Dataset excerpts Start Marker

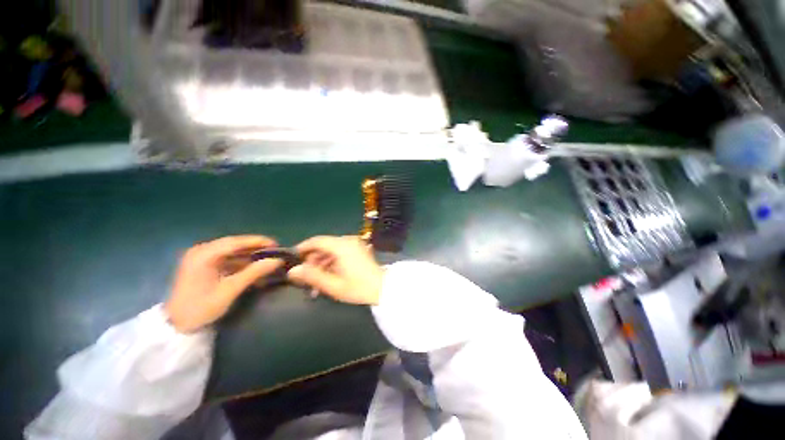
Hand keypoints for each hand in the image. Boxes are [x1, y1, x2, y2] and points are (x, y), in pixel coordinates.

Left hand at [165, 235, 282, 332]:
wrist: (175, 326)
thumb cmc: (201, 308)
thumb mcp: (230, 290)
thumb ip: (254, 272)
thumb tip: (277, 261)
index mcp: (204, 255)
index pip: (236, 242)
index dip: (258, 241)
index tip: (276, 245)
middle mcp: (201, 251)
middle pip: (233, 244)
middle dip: (254, 247)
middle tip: (273, 251)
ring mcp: (199, 257)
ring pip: (229, 250)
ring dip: (247, 254)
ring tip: (265, 258)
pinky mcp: (201, 265)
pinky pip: (224, 258)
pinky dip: (239, 261)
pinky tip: (251, 266)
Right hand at [287, 236, 383, 304]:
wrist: (383, 288)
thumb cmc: (358, 287)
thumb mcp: (333, 285)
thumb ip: (312, 276)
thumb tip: (293, 270)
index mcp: (342, 246)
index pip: (317, 241)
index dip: (303, 248)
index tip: (292, 258)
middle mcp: (348, 241)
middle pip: (324, 246)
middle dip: (312, 261)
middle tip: (305, 278)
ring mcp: (355, 245)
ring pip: (331, 251)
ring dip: (322, 265)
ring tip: (316, 284)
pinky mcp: (358, 250)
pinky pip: (340, 253)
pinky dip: (332, 264)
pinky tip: (328, 279)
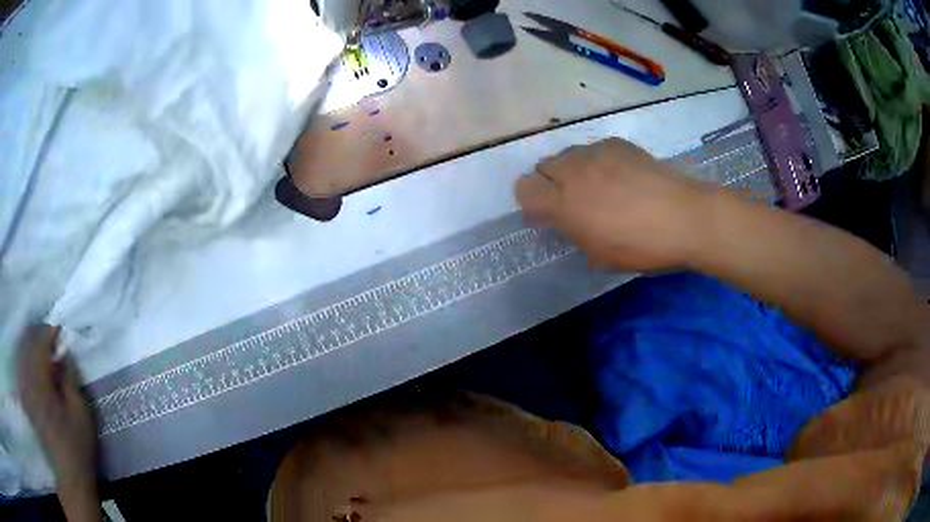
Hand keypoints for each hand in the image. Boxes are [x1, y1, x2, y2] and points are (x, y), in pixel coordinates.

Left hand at [18, 325, 99, 520]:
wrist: (69, 476)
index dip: (52, 333)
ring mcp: (25, 390)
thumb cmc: (77, 446)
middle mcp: (28, 380)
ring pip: (25, 353)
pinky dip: (31, 363)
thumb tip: (65, 352)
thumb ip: (71, 378)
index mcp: (40, 382)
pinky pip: (24, 368)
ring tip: (49, 358)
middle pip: (30, 343)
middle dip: (43, 340)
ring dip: (36, 350)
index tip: (63, 336)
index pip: (40, 340)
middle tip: (57, 347)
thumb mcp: (81, 413)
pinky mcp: (26, 399)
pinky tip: (40, 373)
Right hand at [516, 138, 710, 271]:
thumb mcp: (601, 255)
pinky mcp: (617, 144)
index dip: (532, 202)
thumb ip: (575, 234)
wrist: (685, 218)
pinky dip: (598, 161)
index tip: (549, 215)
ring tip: (600, 185)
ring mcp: (596, 153)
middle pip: (542, 166)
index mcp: (565, 205)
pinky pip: (594, 148)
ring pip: (568, 154)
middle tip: (574, 200)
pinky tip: (622, 175)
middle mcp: (574, 172)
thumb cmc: (643, 247)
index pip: (524, 190)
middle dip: (550, 182)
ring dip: (574, 170)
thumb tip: (567, 223)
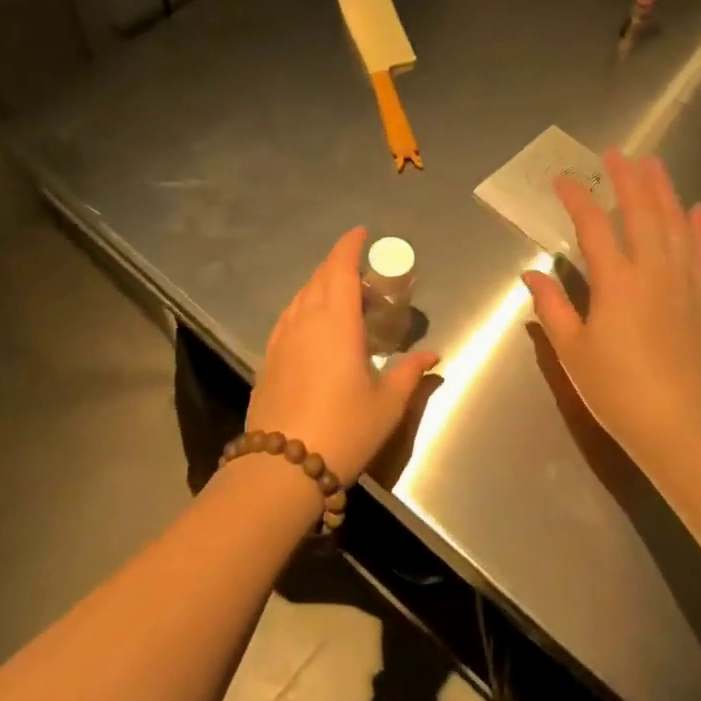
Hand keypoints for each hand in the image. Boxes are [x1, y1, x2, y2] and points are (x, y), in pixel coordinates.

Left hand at [247, 227, 439, 481]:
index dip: (349, 246)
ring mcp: (281, 339)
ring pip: (301, 297)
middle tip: (362, 274)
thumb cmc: (344, 429)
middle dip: (338, 266)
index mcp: (336, 321)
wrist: (281, 467)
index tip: (361, 234)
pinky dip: (304, 308)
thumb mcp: (387, 403)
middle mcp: (305, 320)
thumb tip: (432, 355)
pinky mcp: (268, 358)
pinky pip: (288, 318)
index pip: (340, 268)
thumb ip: (409, 373)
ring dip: (320, 287)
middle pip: (319, 279)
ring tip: (340, 298)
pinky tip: (313, 326)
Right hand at [522, 151, 700, 468]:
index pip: (594, 227)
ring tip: (654, 164)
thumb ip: (552, 307)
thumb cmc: (617, 390)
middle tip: (616, 153)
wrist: (681, 427)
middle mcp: (653, 273)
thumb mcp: (573, 350)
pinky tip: (696, 208)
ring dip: (664, 191)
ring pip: (675, 225)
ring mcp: (683, 285)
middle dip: (627, 180)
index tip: (562, 180)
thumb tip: (531, 273)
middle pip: (642, 213)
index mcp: (616, 283)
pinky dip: (698, 227)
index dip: (577, 199)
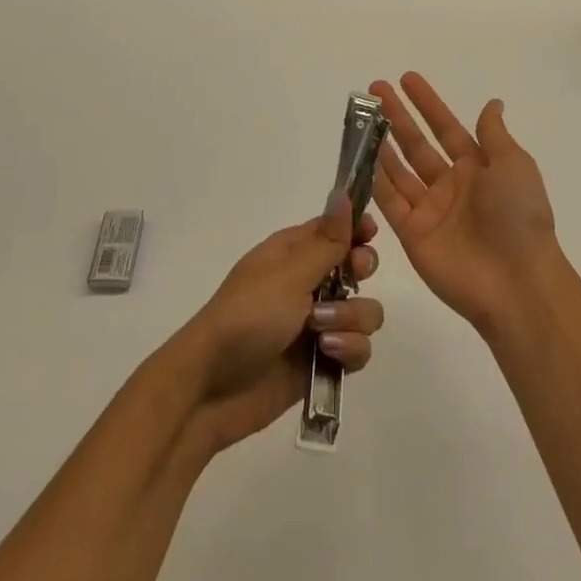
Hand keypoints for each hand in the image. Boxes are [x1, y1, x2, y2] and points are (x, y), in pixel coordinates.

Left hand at [170, 190, 382, 452]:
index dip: (357, 228)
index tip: (369, 235)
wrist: (211, 389)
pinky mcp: (323, 361)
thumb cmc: (247, 316)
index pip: (336, 228)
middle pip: (358, 265)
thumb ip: (327, 241)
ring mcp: (317, 323)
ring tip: (322, 332)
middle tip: (351, 278)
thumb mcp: (289, 274)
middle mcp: (309, 282)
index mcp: (294, 252)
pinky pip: (358, 348)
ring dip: (351, 318)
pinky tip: (328, 354)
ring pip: (363, 310)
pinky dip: (349, 350)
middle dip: (361, 271)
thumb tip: (343, 192)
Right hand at [369, 73, 559, 339]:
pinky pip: (389, 201)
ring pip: (398, 169)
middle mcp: (451, 185)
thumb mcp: (514, 165)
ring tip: (360, 118)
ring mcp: (430, 210)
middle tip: (374, 90)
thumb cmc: (518, 216)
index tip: (406, 78)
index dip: (427, 103)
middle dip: (396, 117)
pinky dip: (373, 179)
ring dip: (380, 143)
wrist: (516, 282)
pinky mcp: (412, 235)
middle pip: (417, 144)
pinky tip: (359, 156)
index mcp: (478, 167)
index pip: (446, 127)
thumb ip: (493, 134)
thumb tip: (492, 103)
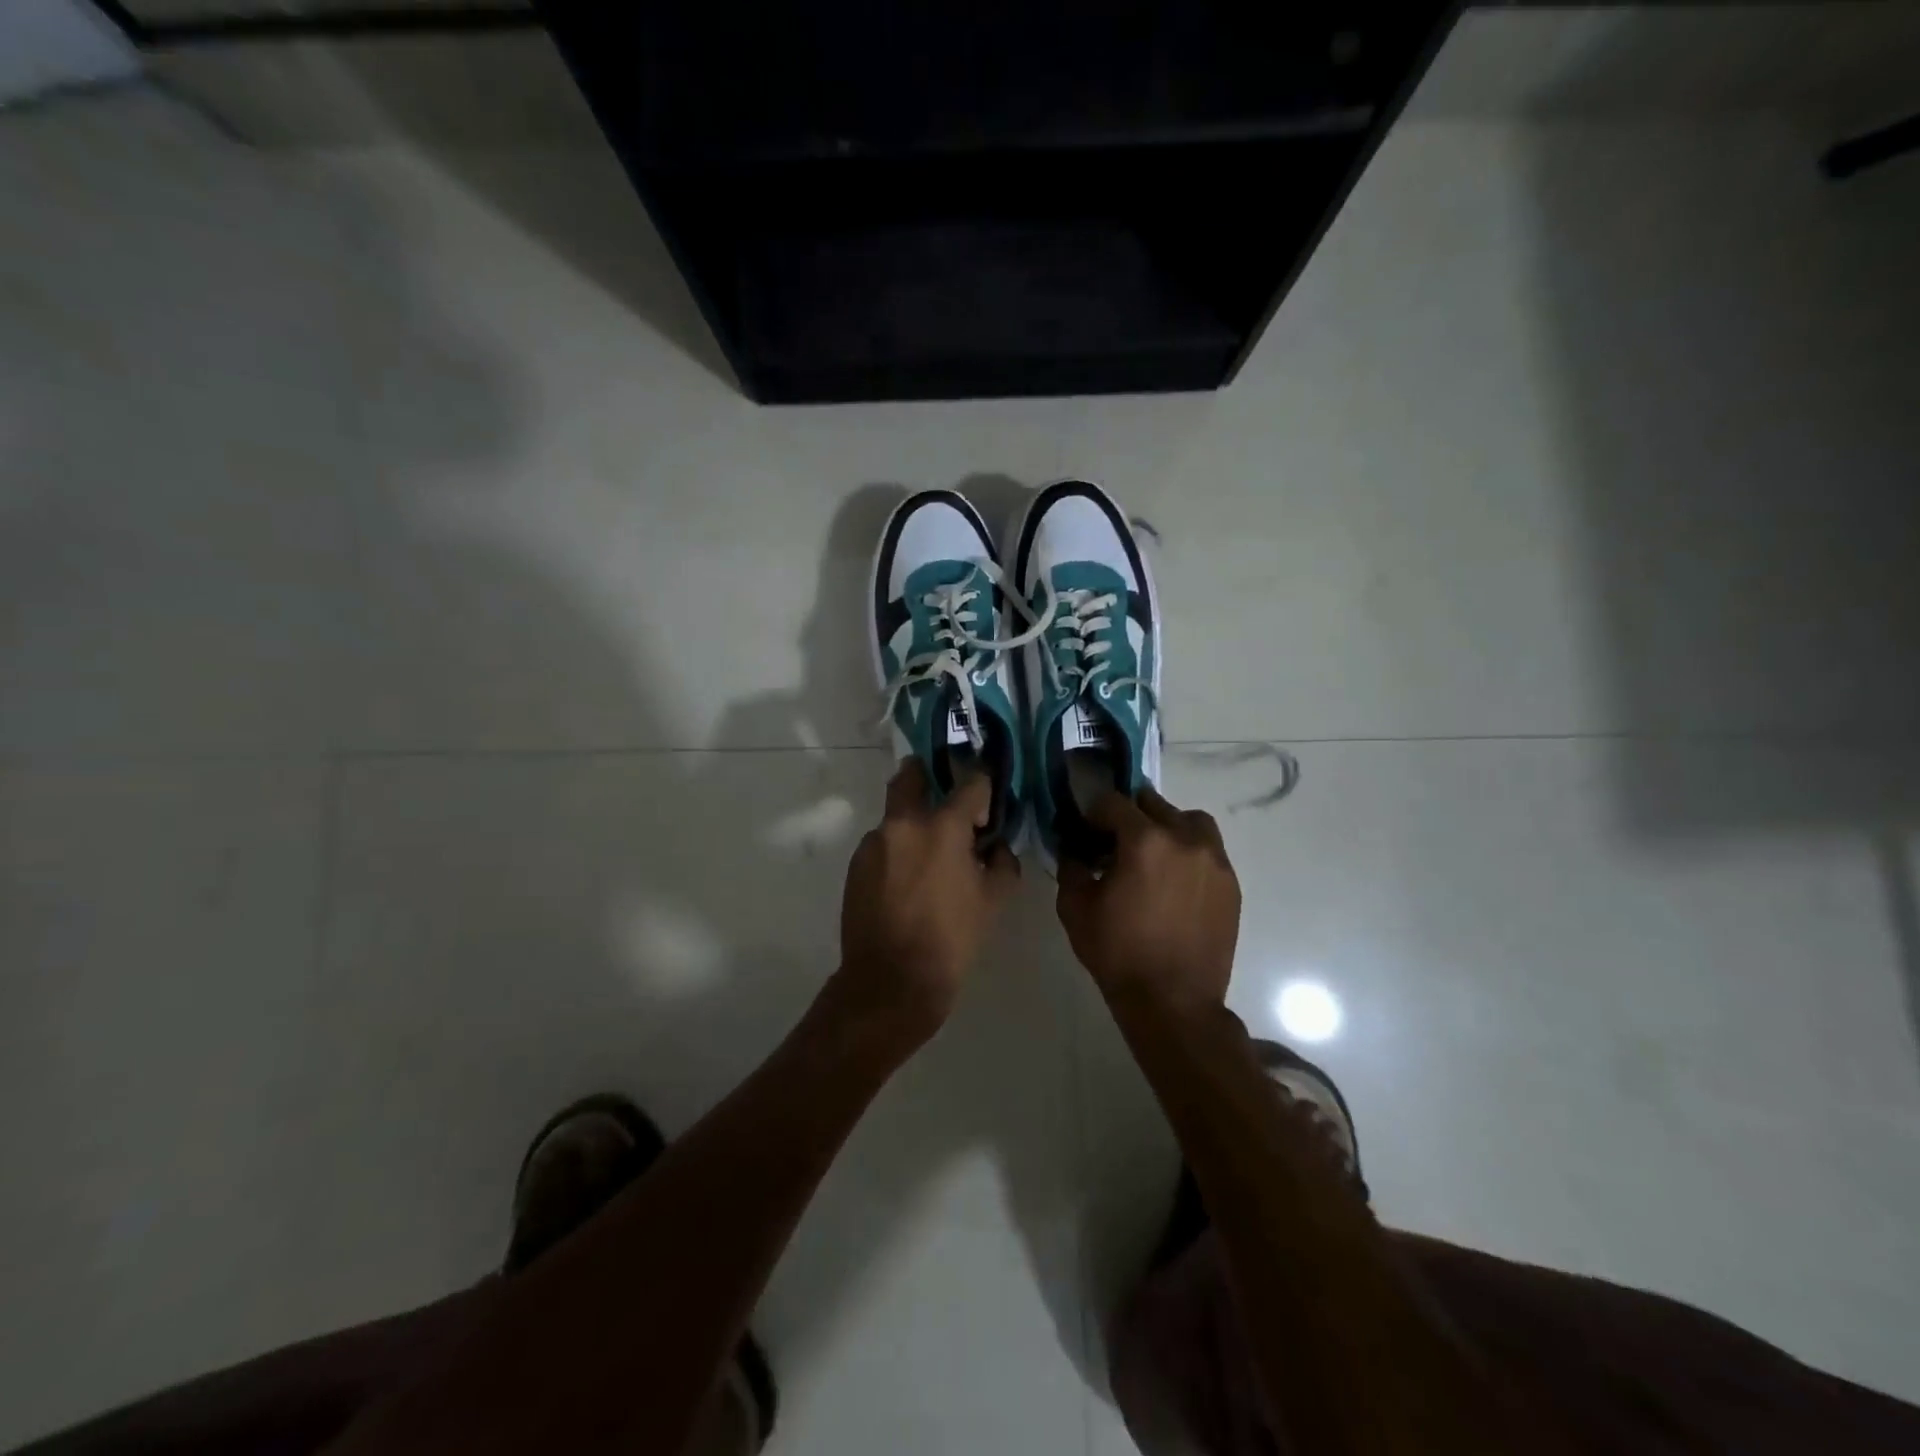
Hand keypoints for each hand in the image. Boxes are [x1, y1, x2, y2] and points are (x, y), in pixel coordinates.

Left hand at [836, 760, 1019, 1041]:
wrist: (892, 981)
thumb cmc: (952, 939)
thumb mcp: (993, 901)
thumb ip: (1002, 862)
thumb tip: (996, 845)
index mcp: (942, 827)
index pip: (971, 783)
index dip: (983, 788)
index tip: (987, 807)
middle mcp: (903, 823)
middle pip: (912, 774)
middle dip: (929, 774)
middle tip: (946, 795)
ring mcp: (874, 842)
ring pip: (895, 814)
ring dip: (913, 822)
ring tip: (929, 856)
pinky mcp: (856, 864)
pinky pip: (882, 843)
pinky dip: (898, 849)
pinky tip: (907, 880)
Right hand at [1056, 789, 1239, 1014]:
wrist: (1173, 1002)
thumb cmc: (1118, 953)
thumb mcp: (1076, 908)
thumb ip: (1071, 866)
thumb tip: (1073, 847)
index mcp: (1144, 840)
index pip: (1113, 802)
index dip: (1093, 812)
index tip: (1084, 830)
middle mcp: (1185, 838)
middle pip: (1153, 804)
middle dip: (1129, 816)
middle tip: (1114, 842)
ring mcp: (1214, 860)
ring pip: (1189, 820)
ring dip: (1166, 826)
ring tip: (1152, 854)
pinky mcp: (1230, 883)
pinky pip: (1208, 850)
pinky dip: (1188, 852)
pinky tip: (1173, 880)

Dataset excerpts End Marker

▶ **How to complete this task**: Which lines above contain the word "wrist"? Copy each of them.

▶ **Result**:
wrist: (175, 326)
wrist: (383, 288)
wrist: (69, 476)
wrist: (685, 218)
wrist: (281, 467)
wrist: (681, 427)
wrist: (211, 389)
wrist: (516, 282)
wrist: (892, 981)
wrist: (1173, 1002)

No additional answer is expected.